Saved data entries
__________________________________________________

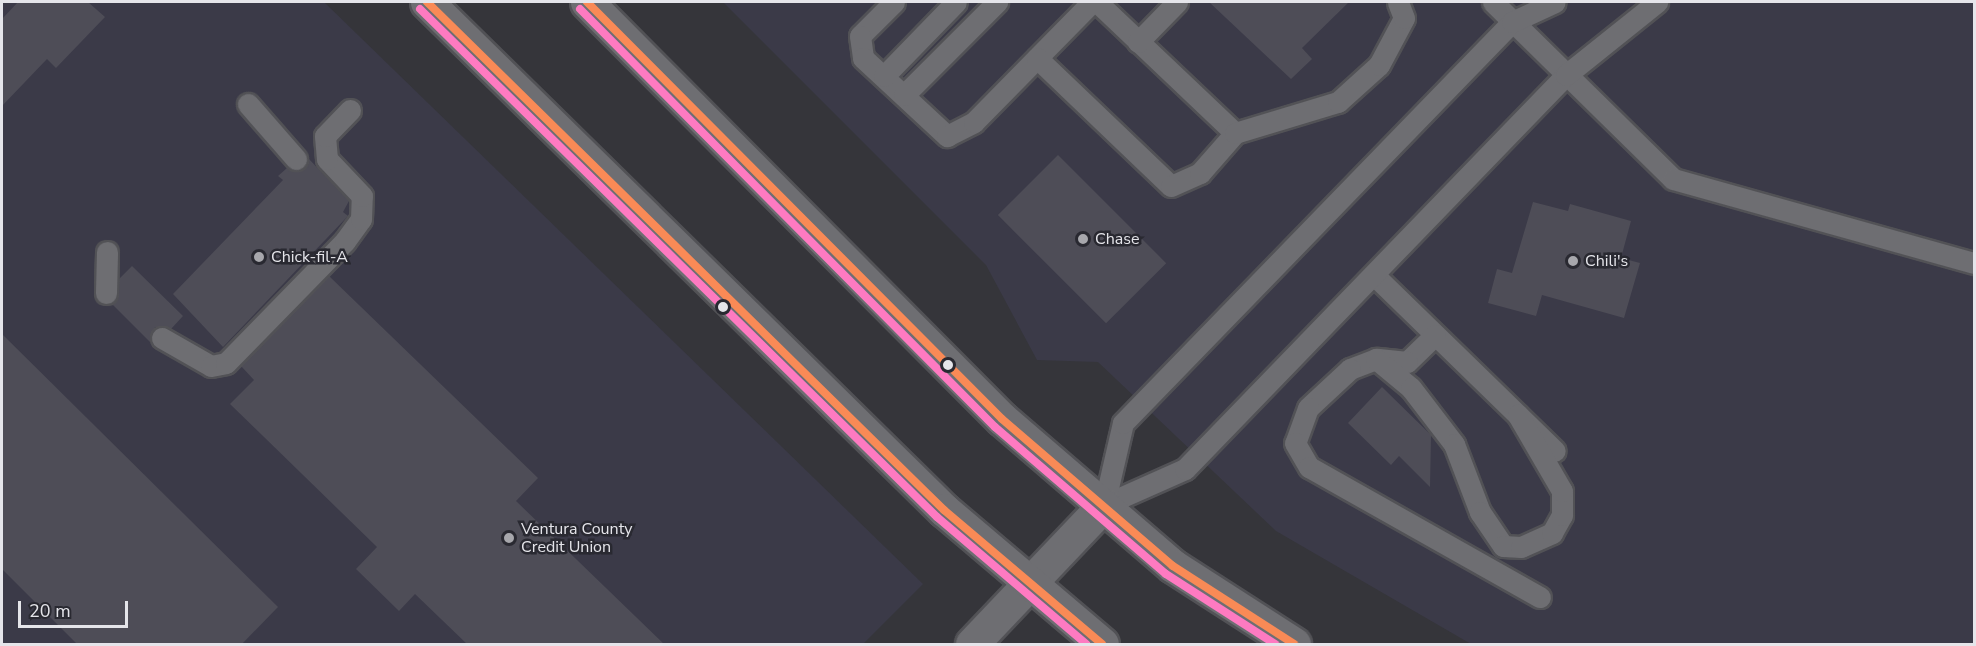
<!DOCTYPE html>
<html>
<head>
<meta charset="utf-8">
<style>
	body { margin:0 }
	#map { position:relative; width:1976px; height:646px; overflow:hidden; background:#35353a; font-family:"Nunito Sans",sans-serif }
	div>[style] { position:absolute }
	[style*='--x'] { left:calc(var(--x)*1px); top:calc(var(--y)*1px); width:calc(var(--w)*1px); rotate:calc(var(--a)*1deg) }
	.built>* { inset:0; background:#3b3a48 }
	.building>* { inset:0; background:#4e4d57; transform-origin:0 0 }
	.roads { filter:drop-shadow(2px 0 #525256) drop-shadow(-2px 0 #525256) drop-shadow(0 2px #525256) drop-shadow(0 -2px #525256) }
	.service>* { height:21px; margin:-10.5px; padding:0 10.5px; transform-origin:10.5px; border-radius:10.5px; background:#6e6e72 }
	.minor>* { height:33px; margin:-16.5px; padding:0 16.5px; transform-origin:16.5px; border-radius:16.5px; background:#6e6e72 }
	.secondary>* { height:33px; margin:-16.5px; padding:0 16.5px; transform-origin:16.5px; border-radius:16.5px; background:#6e6e72 }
	.bus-1>* { height:8px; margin:-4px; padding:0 4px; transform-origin:4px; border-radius:4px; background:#f98a56 }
	.bus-2>* { height:8px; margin:-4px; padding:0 4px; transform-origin:4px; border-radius:4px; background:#fe7ac1 }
	.dots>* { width:16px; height:16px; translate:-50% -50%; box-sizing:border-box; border:3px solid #292931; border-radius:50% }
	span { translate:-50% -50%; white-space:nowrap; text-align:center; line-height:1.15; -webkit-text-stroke:5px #292931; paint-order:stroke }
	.poi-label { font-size:16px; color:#e5e5ea }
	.left { translate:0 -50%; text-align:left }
	.frame { position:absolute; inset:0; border:3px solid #e5e5ea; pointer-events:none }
	.scale { position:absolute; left:18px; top:601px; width:110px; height:27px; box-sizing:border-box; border:3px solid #e5e5ea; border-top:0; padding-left:8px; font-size:18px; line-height:21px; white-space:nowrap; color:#e5e5ea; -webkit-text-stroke:4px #292931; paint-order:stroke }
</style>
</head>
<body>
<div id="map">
	<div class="built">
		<i style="clip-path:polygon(2px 2px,324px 2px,923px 584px,863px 644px,2px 644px)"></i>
		<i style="clip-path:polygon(723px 2px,1974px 2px,1974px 644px,1471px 644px,1276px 531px,1098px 362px,1037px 360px,986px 265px)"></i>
	</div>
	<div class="building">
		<i style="clip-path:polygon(18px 2px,88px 2px,105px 17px,56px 68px,47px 59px,2px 106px,2px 19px)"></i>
		<i style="clip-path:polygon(1209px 2px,1349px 2px,1302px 48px,1312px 59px,1291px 79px)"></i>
		<i style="left:1058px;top:155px;width:153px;height:85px;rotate:45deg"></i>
		<i style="clip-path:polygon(308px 158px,349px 201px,343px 212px,348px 216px,223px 347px,173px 294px,283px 180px,278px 176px,287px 168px,299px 171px)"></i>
		<i style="clip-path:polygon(1533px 202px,1568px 211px,1570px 204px,1631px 221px,1621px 258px,1640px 263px,1624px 318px,1542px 295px,1536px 316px,1488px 303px,1497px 269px,1512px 273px)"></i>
		<i style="clip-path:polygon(132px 266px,183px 316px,171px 329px,155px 327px,150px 342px,112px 304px,119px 279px)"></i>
		<i style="clip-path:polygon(329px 276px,538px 478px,516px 501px,665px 645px,468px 645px,415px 594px,399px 611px,356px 569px,377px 547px,230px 404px,254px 380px,241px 366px)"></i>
		<i style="clip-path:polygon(2px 334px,278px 607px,241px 645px,78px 645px,2px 569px)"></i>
		<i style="clip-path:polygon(1382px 387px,1431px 435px,1430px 487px,1399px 456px,1391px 465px,1348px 423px)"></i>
	</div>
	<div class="roads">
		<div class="service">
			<i style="--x:894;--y:2;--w:48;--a:135"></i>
			<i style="--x:860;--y:36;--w:22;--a:82"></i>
			<i style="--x:863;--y:58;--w:115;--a:42.9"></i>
			<i style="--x:947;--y:136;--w:30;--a:-27"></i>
			<i style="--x:974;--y:122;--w:168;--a:-45.5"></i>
			<i style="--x:1097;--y:2;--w:190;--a:43.5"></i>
			<i style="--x:1493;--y:2;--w:252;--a:44.5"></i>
			<i style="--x:1673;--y:179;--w:313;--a:15.6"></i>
			<i style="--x:1138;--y:42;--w:56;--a:-45.7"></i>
			<i style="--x:1037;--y:58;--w:185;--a:43.7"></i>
			<i style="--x:1171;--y:186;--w:32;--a:-24"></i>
			<i style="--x:1200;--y:173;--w:53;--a:-48.8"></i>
			<i style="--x:1235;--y:133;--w:108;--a:-16.8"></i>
			<i style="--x:1338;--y:102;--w:55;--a:-42.1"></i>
			<i style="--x:1379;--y:65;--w:53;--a:-62"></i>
			<i style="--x:1404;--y:18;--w:17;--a:-111"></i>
			<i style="--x:884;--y:76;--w:103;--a:-45.8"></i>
			<i style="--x:904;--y:95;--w:132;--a:-45"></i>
			<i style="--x:248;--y:104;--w:73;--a:48.9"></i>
			<i style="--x:1374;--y:275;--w:252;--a:44.2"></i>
			<i style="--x:106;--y:293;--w:41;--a:-88.6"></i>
			<i style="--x:1435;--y:335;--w:39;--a:136"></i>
			<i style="--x:1407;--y:362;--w:31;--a:-174"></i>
			<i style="--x:1376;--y:359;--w:28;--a:159"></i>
			<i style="--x:1350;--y:369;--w:57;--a:137.1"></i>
			<i style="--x:1308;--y:408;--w:37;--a:110"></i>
			<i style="--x:1295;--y:443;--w:28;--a:60"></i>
			<i style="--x:1309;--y:467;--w:265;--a:29.4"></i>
			<i style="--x:162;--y:338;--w:56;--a:29.7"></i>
			<i style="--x:211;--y:366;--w:15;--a:-11"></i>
			<i style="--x:226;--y:363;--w:170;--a:-45.7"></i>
			<i style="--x:345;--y:241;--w:27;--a:-54"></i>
			<i style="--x:361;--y:219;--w:23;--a:-88"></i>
			<i style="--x:362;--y:196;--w:51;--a:-133.4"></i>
			<i style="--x:327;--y:159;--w:23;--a:-95"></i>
			<i style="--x:325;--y:136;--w:36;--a:-46"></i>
			<i style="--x:1376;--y:359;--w:45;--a:39.6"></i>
			<i style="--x:1411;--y:388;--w:71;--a:52.5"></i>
			<i style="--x:1454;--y:444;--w:73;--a:69.1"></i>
			<i style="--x:1480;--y:512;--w:41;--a:55.9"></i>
			<i style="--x:1503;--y:546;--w:18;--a:3"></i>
			<i style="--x:1521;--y:547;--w:34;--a:-24"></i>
			<i style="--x:1552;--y:533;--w:21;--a:-61"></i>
			<i style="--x:1562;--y:515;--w:24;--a:-90"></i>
			<i style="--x:1562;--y:491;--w:88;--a:-120.1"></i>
			<i style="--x:1104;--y:505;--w:89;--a:-24"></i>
			<i style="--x:1185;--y:469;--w:548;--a:-45.96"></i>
			<i style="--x:1566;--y:75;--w:117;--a:-38.7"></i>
			<i style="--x:1104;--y:505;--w:84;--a:-77"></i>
			<i style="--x:1123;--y:423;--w:559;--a:-45.87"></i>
			<i style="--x:1512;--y:22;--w:47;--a:-24.9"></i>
		</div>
		<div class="minor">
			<i style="--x:972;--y:644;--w:192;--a:-46.5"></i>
		</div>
		<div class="secondary">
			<i style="--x:427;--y:2;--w:725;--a:44.5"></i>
			<i style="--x:944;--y:510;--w:207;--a:40.3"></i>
			<i style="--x:587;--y:2;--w:588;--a:45.14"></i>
			<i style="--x:1002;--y:419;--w:225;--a:40.7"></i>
			<i style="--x:1173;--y:566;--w:144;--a:32.8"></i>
		</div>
	</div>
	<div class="bus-1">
		<i style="--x:427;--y:2;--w:725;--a:44.5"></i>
		<i style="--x:944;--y:510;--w:207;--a:40.3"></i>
		<i style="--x:587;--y:2;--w:588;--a:45.14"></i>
		<i style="--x:1002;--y:419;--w:225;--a:40.7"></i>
		<i style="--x:1173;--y:566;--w:144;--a:32.8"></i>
	</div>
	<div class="bus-2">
		<i style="--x:420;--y:9;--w:725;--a:44.5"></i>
		<i style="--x:937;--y:517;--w:196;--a:40.4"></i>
		<i style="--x:580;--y:9;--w:589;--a:45.21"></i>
		<i style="--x:995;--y:427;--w:225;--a:40.7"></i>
		<i style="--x:1166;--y:574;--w:130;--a:32.7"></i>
	</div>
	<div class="dots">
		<i style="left:1083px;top:239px;background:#a7a7ac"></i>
		<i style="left:259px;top:257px;background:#a7a7ac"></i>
		<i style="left:1573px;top:261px;background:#a7a7ac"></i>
		<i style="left:723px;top:307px;background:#e5e5ea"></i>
		<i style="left:948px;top:365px;background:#e5e5ea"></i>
		<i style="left:509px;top:538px;background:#a7a7ac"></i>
	</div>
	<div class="poi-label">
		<span class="left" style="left:1095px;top:239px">Chase</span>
		<span class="left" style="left:271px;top:257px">Chick-fil-A</span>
		<span class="left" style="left:1585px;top:261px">Chili's</span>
		<span class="left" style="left:521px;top:538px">Ventura County<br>Credit Union</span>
	</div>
	<div class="frame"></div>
	<div class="scale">20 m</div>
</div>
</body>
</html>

__________________________________________________

WHAT IS EXPECTED:
The lines you need are those with the word "service"; list them from the entries.

SOLUTION TO THE EXERCISE:
	.service>* { height:21px; margin:-10.5px; padding:0 10.5px; transform-origin:10.5px; border-radius:10.5px; background:#6e6e72 }
		<div class="service">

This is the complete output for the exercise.